Nel dare notizia della condanna in secondo grado, hanno parlato di «vendetta» tanto il Tg2 quanto il TgLa7. Il Tg2 ci informa anche del libro che l’attentatore ha scritto in carcere con l’aiuto di un detenuto, e che al momento non ha trovato editori. In entrambe le edizioni scompare lo sfondo politico, la radicalizzazione negli ambienti neofascisti di Luca Traini. Ha dell’incredibile il titolo dell’Agi: «Il primo pensiero di Traini è sempre Pamela. Anche dopo la conferma della condanna», si dà prevalenza alla connessione tra Mastropietro e l’attentatore in un modo così ambiguo che, per l'appunto, uno potrebbe pensare a una relazione tra i due, senza conoscere bene i fatti. Nel sottotitolo si riprende la richiesta fatta in aula di Traini perché si faccia «“verità" per quella ragazza». Il legame è rafforzato da un episodio raccontato dallo stesso Traini (dunque senza riscontri): prima di armarsi sarebbe stato in raccoglimento sul luogo dove era stato trovato il corpo della ragazza. L’agenzia di stampa riesce persino a superare a destra il Primato Nazionale, che su Twitter nel lanciare la notizia mette tra virgolette «vendetta», come a distanziarsi dal movente dichiarato da Traini.
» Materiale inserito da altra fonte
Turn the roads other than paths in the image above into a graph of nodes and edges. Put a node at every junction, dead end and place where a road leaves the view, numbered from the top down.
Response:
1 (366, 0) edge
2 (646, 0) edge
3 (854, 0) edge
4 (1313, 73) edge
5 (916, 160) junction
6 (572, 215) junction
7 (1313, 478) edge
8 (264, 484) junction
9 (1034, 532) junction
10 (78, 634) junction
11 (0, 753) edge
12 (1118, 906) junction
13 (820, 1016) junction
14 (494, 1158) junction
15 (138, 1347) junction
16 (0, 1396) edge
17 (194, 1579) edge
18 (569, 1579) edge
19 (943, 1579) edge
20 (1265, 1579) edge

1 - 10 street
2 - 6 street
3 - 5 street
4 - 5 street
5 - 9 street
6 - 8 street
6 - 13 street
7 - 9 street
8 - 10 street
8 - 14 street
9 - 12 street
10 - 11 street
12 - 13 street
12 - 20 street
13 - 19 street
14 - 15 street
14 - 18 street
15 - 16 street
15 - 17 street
Ma che senso ha parlare di vendetta per una persona che non si conosce, che non è nella cerchia delle proprie conoscenze più intime? Solo se si dà un valore politico a quel corpo ucciso e poi orribilmente occultato si può entrare nell'ottica della vendetta. Ma se si dà un valore politico a quel corpo, allora il contesto non può essere quello di una connessione emotiva, come per una relazione diretta, o di un'empatia così intensa da armare. Anche perché le persone prese di mira non c'entrano nulla con la morte di Pamela Mastropietro. Siamo perciò nel campo della rappresaglia: avete fatto scempio di una dei nostri, ora colpisco i vostri.
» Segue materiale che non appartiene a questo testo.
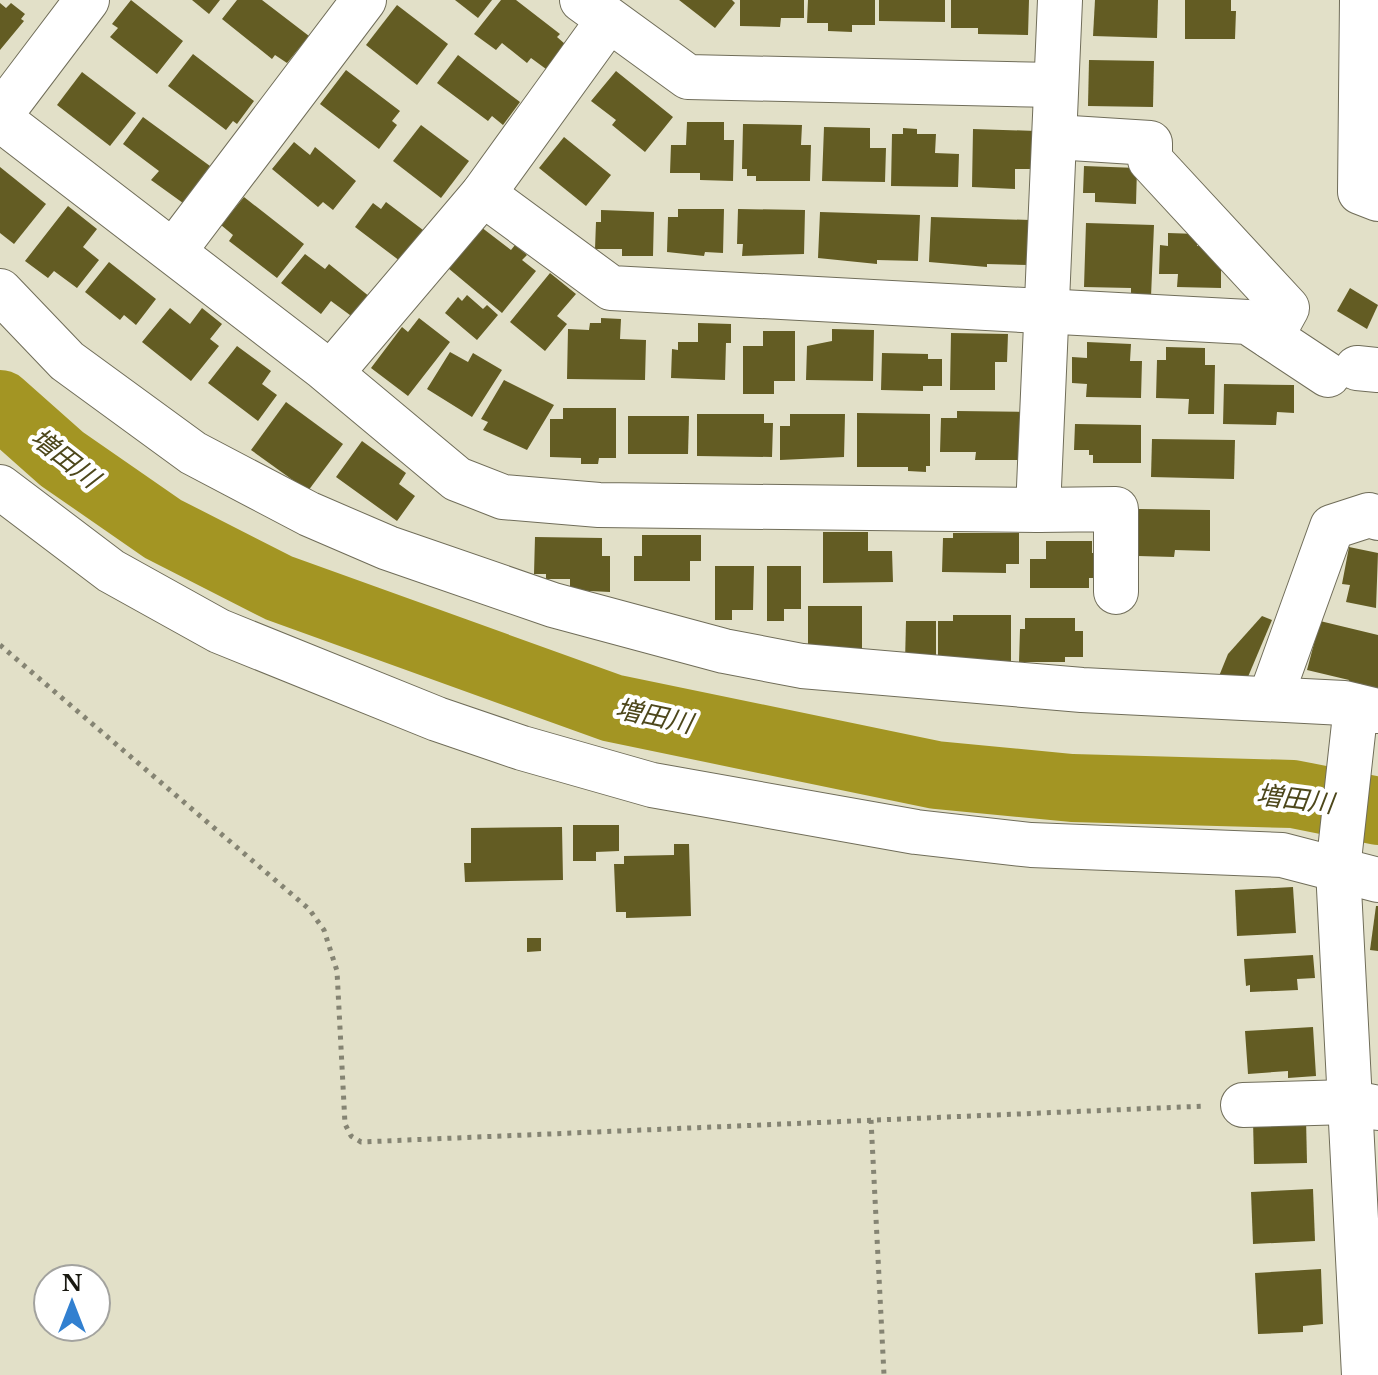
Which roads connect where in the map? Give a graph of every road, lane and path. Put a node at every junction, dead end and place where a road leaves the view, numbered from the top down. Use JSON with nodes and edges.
{"nodes":[{"id":1,"x":87,"y":0,"type":"edge"},
{"id":2,"x":364,"y":0,"type":"edge"},
{"id":3,"x":1060,"y":0,"type":"edge"},
{"id":4,"x":1362,"y":0,"type":"edge"},
{"id":5,"x":595,"y":10,"type":"edge"},
{"id":6,"x":1056,"y":85,"type":"junction"},
{"id":7,"x":0,"y":117,"type":"edge"},
{"id":8,"x":1055,"y":137,"type":"junction"},
{"id":9,"x":483,"y":194,"type":"junction"},
{"id":10,"x":1378,"y":199,"type":"edge"},
{"id":11,"x":174,"y":251,"type":"junction"},
{"id":12,"x":0,"y":291,"type":"edge"},
{"id":13,"x":1046,"y":311,"type":"junction"},
{"id":14,"x":1271,"y":337,"type":"junction"},
{"id":15,"x":1354,"y":371,"type":"edge"},
{"id":16,"x":331,"y":373,"type":"junction"},
{"id":17,"x":0,"y":487,"type":"edge"},
{"id":18,"x":1038,"y":510,"type":"junction"},
{"id":19,"x":1378,"y":518,"type":"edge"},
{"id":20,"x":1116,"y":592,"type":"dead end"},
{"id":21,"x":0,"y":645,"type":"edge"},
{"id":22,"x":1270,"y":699,"type":"junction"},
{"id":23,"x":1367,"y":708,"type":"edge"},
{"id":24,"x":1351,"y":866,"type":"edge"},
{"id":25,"x":1243,"y":1105,"type":"joint"},
{"id":26,"x":1364,"y":1105,"type":"edge"},
{"id":27,"x":871,"y":1120,"type":"junction"},
{"id":28,"x":884,"y":1375,"type":"edge"},
{"id":29,"x":1364,"y":1375,"type":"edge"}],
"edges":[{"from":1,"to":7,"type":"street"},
{"from":2,"to":11,"type":"street"},
{"from":3,"to":6,"type":"street"},
{"from":4,"to":10,"type":"street"},
{"from":5,"to":6,"type":"street"},
{"from":5,"to":9,"type":"street"},
{"from":6,"to":8,"type":"street"},
{"from":7,"to":11,"type":"street"},
{"from":8,"to":13,"type":"street"},
{"from":8,"to":14,"type":"street"},
{"from":9,"to":13,"type":"street"},
{"from":9,"to":16,"type":"street"},
{"from":11,"to":16,"type":"street"},
{"from":12,"to":22,"type":"street"},
{"from":13,"to":14,"type":"street"},
{"from":13,"to":18,"type":"street"},
{"from":14,"to":15,"type":"street"},
{"from":16,"to":18,"type":"street"},
{"from":17,"to":24,"type":"street"},
{"from":18,"to":20,"type":"street"},
{"from":19,"to":22,"type":"street"},
{"from":21,"to":27,"type":"path"},
{"from":22,"to":23,"type":"street"},
{"from":23,"to":24,"type":"street"},
{"from":24,"to":26,"type":"street"},
{"from":25,"to":26,"type":"street"},
{"from":25,"to":27,"type":"path"},
{"from":26,"to":29,"type":"street"},
{"from":27,"to":28,"type":"path"}]}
Guardando all'attentanto e all'iter processuale, non è però così rilevante addentrarsi nelle strategie difensive di Traini e del suo avvocato, tra pentimenti dichiarati e il bisogno di legare la propria immagine a una morte che ha sconvolto l’opinione pubblica, cercando così di esercitare una pressione emotiva attraverso la stampa. O perimetrare quanto i media prestano al fianco a un pericoloso gioco mistificatorio, come se non ci fosse il rischio di emulazione - c’era il nome di Traini, a mo’ di eroe della causa, su una delle armi dell’attentatore di Christchurch. Non serve nemmeno notare come la politica abbia sostanzialmente taciuto di fronte alla condanna, anche quella parte che si era stracciata le vesti in nome del popolo italiano, o della «povera Pamela».
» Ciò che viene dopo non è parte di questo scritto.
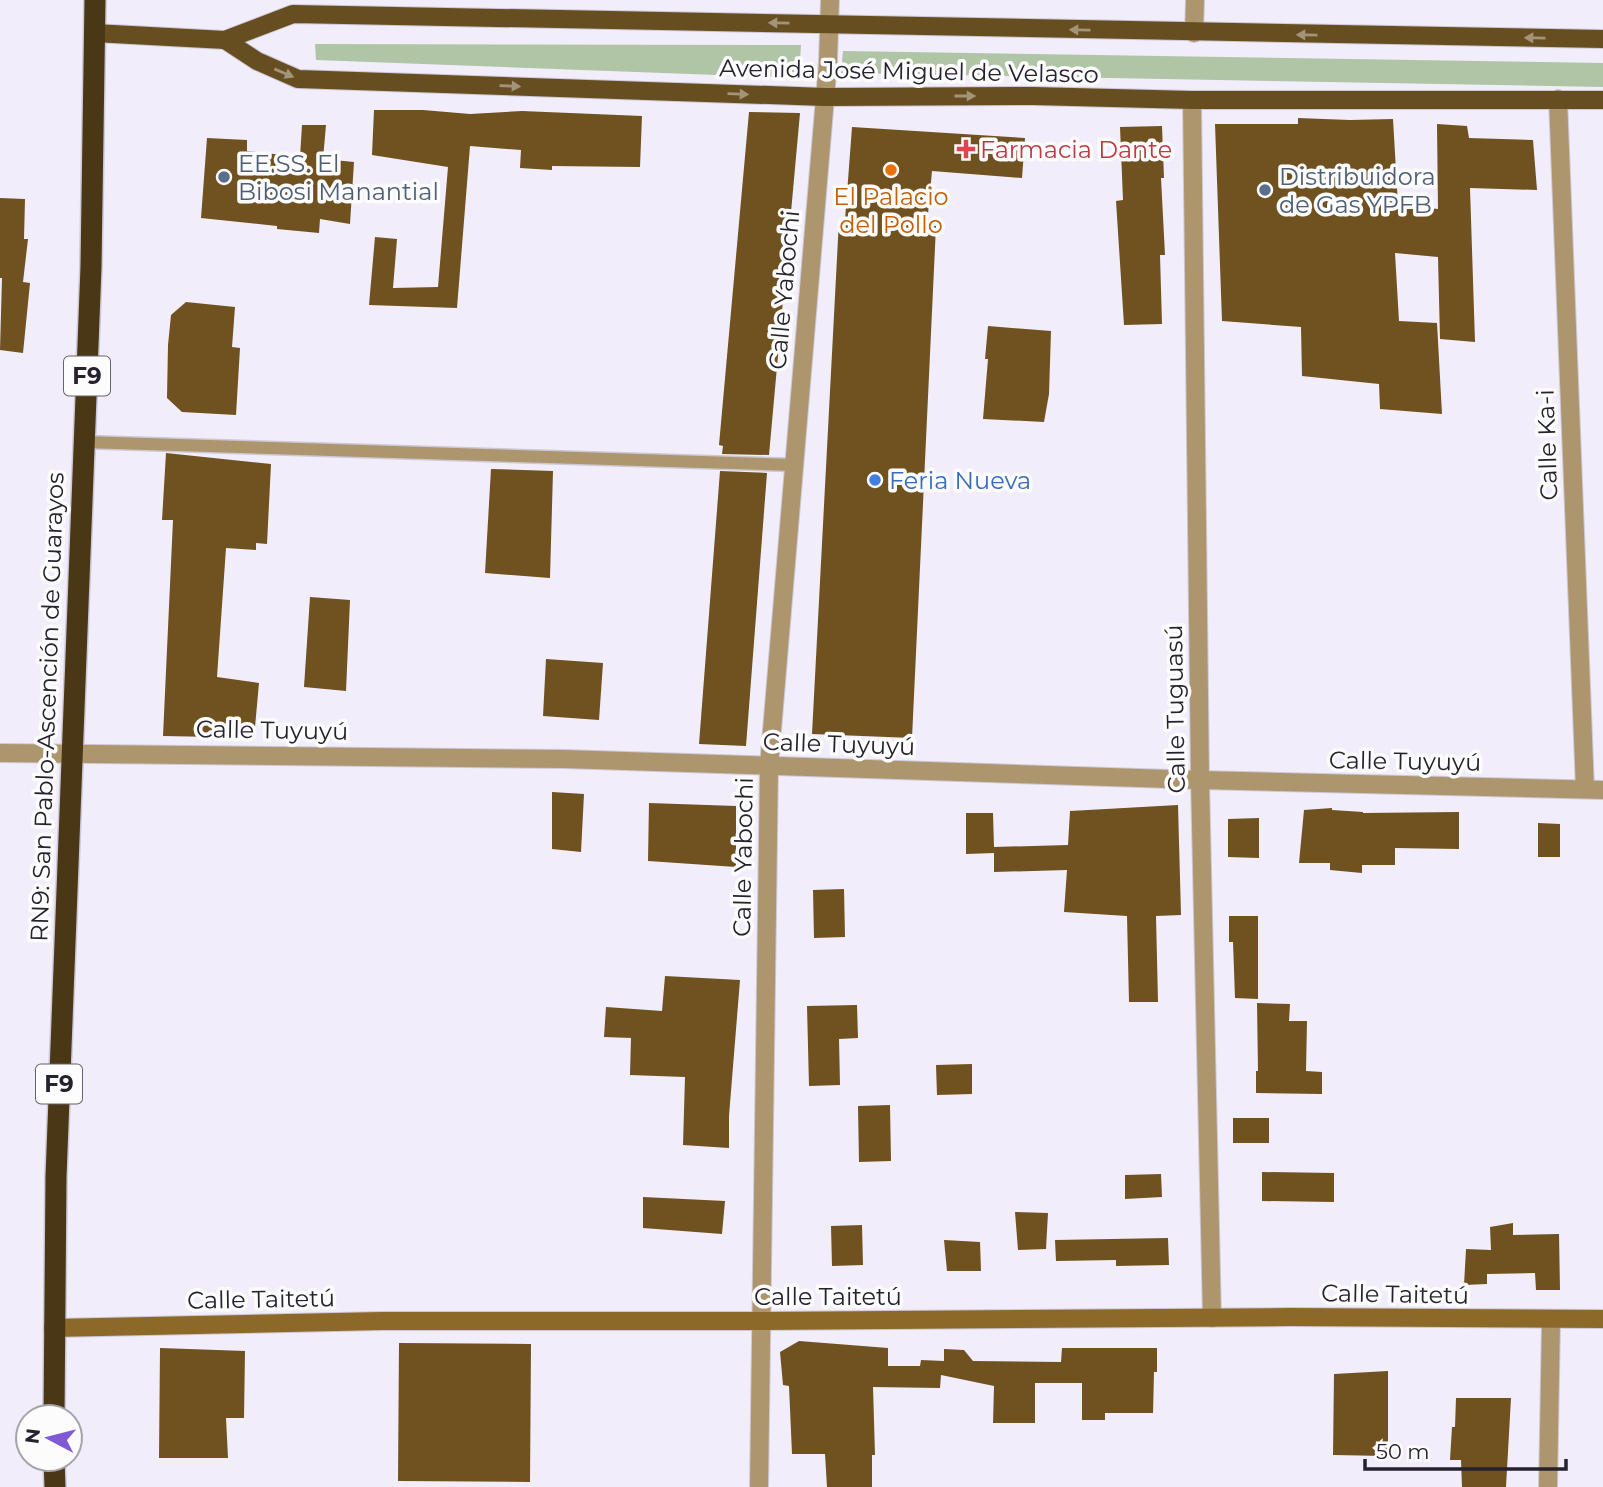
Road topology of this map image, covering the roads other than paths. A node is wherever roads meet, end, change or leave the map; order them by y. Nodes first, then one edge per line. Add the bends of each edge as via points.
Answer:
1 (95, 0) edge
2 (830, 0) edge
3 (1195, 0) edge
4 (829, 24) junction
5 (94, 33) junction
6 (1194, 33) junction
7 (225, 40) junction
8 (1603, 40) edge
9 (825, 97) junction
10 (1558, 99) junction
11 (1192, 100) junction
12 (1603, 100) edge
13 (84, 442) junction
14 (794, 465) junction
15 (0, 752) edge
16 (73, 752) junction
17 (769, 766) junction
18 (1200, 780) junction
19 (1594, 790) edge
20 (1212, 1318) junction
21 (1603, 1319) edge
22 (761, 1321) junction
23 (1551, 1321) junction
24 (53, 1328) junction
25 (54, 1403) edge
26 (759, 1487) edge
27 (1548, 1487) edge

1 - 5 highway, RN9: San Pablo-Ascención de Guarayos / F9
2 - 4 street, Calle Yabochi
3 - 6 street
6 -> 4 main road, Avenida José Miguel de Velasco
4 -> 7 main road, Avenida José Miguel de Velasco via 293,14
4 - 9 street, Calle Yabochi
5 - 7 main road, Avenida José Miguel de Velasco
5 - 13 highway, RN9: San Pablo-Ascención de Guarayos / F9
8 -> 6 main road, Avenida José Miguel de Velasco
7 -> 9 main road, Avenida José Miguel de Velasco via 298,79
9 -> 11 main road, Avenida José Miguel de Velasco
9 - 14 street, Calle Yabochi
10 - 11 main road, Avenida José Miguel de Velasco
10 - 12 main road, Avenida José Miguel de Velasco
10 - 19 street, Calle Ka-i
11 - 18 street, Calle Tuguasú
13 - 14 lane
13 - 16 highway, RN9: San Pablo-Ascención de Guarayos / F9
14 - 17 street, Calle Yabochi
15 - 16 street, Calle Tuyuyú
16 - 17 street, Calle Tuyuyú
16 - 24 highway, RN9: San Pablo-Ascención de Guarayos / F9
17 - 18 street, Calle Tuyuyú
17 - 22 street, Calle Yabochi
18 - 19 street, Calle Tuyuyú
18 - 20 street, Calle Tuguasú
20 - 22 street, Calle Taitetú
20 - 23 street, Calle Taitetú
21 - 23 street, Calle Taitetú
22 - 24 street, Calle Taitetú via 382,1321
22 - 26 street, Calle Yabochi
23 - 27 street
24 - 25 highway, RN9: San Pablo-Ascención de Guarayos / F9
Perché mentre la giustizia segue il suo corso, già possiamo vedere come l’attentato di Macerata sia ormai diventato la nostra Storia italiana X: palese la matrice ideologica, preannunciata dalla propaganda xenofoba la vampa dell’odio razziale, è impossibile distogliere lo sguardo della memoria di quell’episodio, che ha segnato una città e inciso sulla campagna elettorale. Eppure questa storia non la si vuole raccontare fino in fondo, non si vuole usare quella lingua che fende le nebbie della menzogna, che aderisce al contesto cercando di coprire ogni centimetro, senza lasciare zone oscure, ambiguità. Perché per farlo bisognerebbe parlare di odio, di quell’odio che si fa ideologia; si diffonde, arma e preme il grilletto. E ha la pelle del nostro stesso colore, magari frequenta la nostra stessa palestra, il nostro stesso bar. Questo tipo di odio è difficile da guardare in faccia, evidentemente è più facile paludarlo con altre parole. Vendetta, per l’appunto, ma anche giustizia, sofferenza, follia. Persino amore, protezione, difesa - dei confini, delle radici, dell’identità, della razza. Le uniche parole che sembra difficile accostargli sono «fascismo», «suprematismo», «terrorismo». Così la nostra Storia italiana X rimane incompleta, piena di falle, e la lunga ombra di ciò che non viene detto allunga i suoi tentacoli su di noi, mentre l’odio viene persino mitizzato, alzando una quarta parete tra noi e la realtà di un paese dove si può compiere un attentato ed essere elevati al rango di antieroi. E se è sfortunato quel paese che ha bisogno di eroi, immaginate quanto sia disgraziato il nostro.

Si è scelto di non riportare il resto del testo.